ミーナは気配を広げ、周囲を確認している。
「……よし。ここならしばらく獣は来ないだろう」
エルドが手を払い、馬車へ戻ろうとしたとき――
アルスがぽつりと呟いた。
「でも……どうして、襲ってきたんだろう。
風の紋章までついてるのに」
エルドは歩みを止め、振り返った。
「ついてるからだよ」
「え……?」
「こういう“高そうな馬車”には、
大抵なにかしらの魔道具が積んである」
「魔道具……」
「特に風の国の馬車は軽くて速い。
それだけで“価値がある”」
エルドは首を軽く回しながら続けた。
「まして、アルベスから出てきた馬車だ。
“魔道具をもっと持ってるに違いない”って思われても仕方がねえ」
「……だから、僕たちを?」
エルドは一拍置いて、
少し柔らかい声で答えた。
「まあだからこそ、俺がいる。
こういう連中は、いつどこにでも湧くからな」
「あんまり調子に乗らないの」
軽口を叩くミーナとは対照的に、
アルスはまだ手の震えが収まらず、
胸のざわつきが残っていた。
そんなアルスを見て、エルドは歩みを戻し、静かに声をかける。
「アルス。
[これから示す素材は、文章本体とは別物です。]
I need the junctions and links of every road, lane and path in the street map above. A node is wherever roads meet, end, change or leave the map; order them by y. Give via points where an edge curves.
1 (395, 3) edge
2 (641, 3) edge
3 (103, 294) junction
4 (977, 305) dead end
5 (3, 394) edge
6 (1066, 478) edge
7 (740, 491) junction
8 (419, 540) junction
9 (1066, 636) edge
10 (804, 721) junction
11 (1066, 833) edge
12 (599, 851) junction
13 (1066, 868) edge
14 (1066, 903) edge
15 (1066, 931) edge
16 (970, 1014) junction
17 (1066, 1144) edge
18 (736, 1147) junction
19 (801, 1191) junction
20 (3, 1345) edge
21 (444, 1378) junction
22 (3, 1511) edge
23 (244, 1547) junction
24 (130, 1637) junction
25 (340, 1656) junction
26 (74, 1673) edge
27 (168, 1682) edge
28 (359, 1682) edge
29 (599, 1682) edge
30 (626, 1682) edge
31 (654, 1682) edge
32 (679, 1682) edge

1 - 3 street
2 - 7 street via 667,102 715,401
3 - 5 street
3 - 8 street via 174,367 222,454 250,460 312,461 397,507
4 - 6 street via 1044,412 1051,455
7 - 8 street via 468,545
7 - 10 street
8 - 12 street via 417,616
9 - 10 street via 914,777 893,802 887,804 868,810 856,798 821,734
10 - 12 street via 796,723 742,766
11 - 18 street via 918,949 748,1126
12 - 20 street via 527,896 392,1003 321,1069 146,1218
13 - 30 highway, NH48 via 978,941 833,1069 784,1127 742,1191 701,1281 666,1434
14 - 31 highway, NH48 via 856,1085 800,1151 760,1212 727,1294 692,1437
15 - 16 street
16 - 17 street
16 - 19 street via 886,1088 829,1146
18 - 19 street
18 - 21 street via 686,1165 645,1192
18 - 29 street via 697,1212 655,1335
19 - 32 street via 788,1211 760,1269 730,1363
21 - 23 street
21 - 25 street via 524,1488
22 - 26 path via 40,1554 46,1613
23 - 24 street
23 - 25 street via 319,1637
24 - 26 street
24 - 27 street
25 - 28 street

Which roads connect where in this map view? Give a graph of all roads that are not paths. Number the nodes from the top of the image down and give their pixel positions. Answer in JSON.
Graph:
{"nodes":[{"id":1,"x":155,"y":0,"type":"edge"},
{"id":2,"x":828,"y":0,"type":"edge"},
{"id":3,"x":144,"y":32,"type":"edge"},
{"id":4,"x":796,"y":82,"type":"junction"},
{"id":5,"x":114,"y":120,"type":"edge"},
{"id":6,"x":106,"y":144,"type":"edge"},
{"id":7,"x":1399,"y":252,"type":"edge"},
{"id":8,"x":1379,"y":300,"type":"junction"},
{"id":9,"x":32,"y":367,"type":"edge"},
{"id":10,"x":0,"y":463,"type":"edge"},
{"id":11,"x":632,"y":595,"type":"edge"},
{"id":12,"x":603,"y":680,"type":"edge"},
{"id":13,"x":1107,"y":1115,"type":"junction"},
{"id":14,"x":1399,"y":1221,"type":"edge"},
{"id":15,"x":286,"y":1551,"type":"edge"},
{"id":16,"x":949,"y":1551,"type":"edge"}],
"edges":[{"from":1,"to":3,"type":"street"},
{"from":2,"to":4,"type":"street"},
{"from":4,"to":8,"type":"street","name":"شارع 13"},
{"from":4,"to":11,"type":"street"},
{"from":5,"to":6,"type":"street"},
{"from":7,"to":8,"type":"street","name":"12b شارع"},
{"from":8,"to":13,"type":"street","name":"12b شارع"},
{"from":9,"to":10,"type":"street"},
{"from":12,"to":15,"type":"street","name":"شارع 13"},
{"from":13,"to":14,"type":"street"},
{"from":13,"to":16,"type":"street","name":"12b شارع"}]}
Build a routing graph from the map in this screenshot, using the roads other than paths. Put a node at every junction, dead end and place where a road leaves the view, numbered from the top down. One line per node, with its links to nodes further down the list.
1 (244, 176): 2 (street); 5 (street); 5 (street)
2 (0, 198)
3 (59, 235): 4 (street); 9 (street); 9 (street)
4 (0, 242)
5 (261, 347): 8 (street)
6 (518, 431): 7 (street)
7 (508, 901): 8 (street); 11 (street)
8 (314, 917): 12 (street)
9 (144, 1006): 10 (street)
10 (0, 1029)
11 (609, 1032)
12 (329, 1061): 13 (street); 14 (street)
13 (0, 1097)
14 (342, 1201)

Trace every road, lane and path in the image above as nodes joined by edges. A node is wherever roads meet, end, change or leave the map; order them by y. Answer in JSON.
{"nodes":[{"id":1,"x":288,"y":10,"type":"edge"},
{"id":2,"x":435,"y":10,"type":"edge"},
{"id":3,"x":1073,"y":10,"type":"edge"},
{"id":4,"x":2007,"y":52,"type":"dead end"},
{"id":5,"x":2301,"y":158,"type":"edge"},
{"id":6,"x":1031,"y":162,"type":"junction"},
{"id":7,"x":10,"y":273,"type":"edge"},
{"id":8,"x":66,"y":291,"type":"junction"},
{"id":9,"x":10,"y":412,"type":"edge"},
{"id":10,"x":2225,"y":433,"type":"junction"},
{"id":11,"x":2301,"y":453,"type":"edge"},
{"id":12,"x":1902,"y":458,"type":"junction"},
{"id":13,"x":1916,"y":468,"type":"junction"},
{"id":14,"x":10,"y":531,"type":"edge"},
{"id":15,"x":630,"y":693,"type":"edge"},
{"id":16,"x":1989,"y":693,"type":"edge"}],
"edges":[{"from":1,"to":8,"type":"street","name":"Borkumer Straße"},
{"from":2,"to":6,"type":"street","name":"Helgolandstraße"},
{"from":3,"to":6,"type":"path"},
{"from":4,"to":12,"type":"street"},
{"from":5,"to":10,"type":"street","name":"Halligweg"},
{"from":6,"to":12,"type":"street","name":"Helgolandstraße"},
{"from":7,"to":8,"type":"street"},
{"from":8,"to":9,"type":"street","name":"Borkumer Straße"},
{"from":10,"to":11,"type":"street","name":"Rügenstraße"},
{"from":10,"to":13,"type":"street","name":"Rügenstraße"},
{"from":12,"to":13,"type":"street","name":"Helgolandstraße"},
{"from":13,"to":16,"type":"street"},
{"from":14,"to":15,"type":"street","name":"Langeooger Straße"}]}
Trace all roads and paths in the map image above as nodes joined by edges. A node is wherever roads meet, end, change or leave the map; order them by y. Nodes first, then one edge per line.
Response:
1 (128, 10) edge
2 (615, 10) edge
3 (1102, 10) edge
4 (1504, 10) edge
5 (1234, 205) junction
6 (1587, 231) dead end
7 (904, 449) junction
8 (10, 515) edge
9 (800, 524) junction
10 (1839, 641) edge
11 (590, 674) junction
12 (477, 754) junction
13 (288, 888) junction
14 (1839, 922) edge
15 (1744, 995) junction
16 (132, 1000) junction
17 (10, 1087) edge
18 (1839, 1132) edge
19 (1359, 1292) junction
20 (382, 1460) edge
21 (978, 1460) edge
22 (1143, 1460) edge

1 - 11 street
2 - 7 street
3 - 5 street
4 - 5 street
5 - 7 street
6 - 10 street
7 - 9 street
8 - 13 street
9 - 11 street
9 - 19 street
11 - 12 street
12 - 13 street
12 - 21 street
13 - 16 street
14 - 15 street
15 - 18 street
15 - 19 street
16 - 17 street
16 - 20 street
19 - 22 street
改めてさっきは助かった。
——ありがとう」
アルスは息をのみ、顔を上げた。
「……僕は」
エルドは首を横に振る。
「弓を防がなければ、ミーナは傷ついていた。
だから、ありがとう」
ミーナも横から同意するように頷き、
言葉の代わりに、そっと笑ってみせた。
アルスは、ようやく少しだけ息を整えた。
「……ありがとう」
エルドは満足そうに微笑んだ。
「よし。馬車の確認をしたら再出発だ。
気を張りすぎる必要はないが――油断は禁物だぞ」
遠くで、鳥の声がようやく戻り始めた。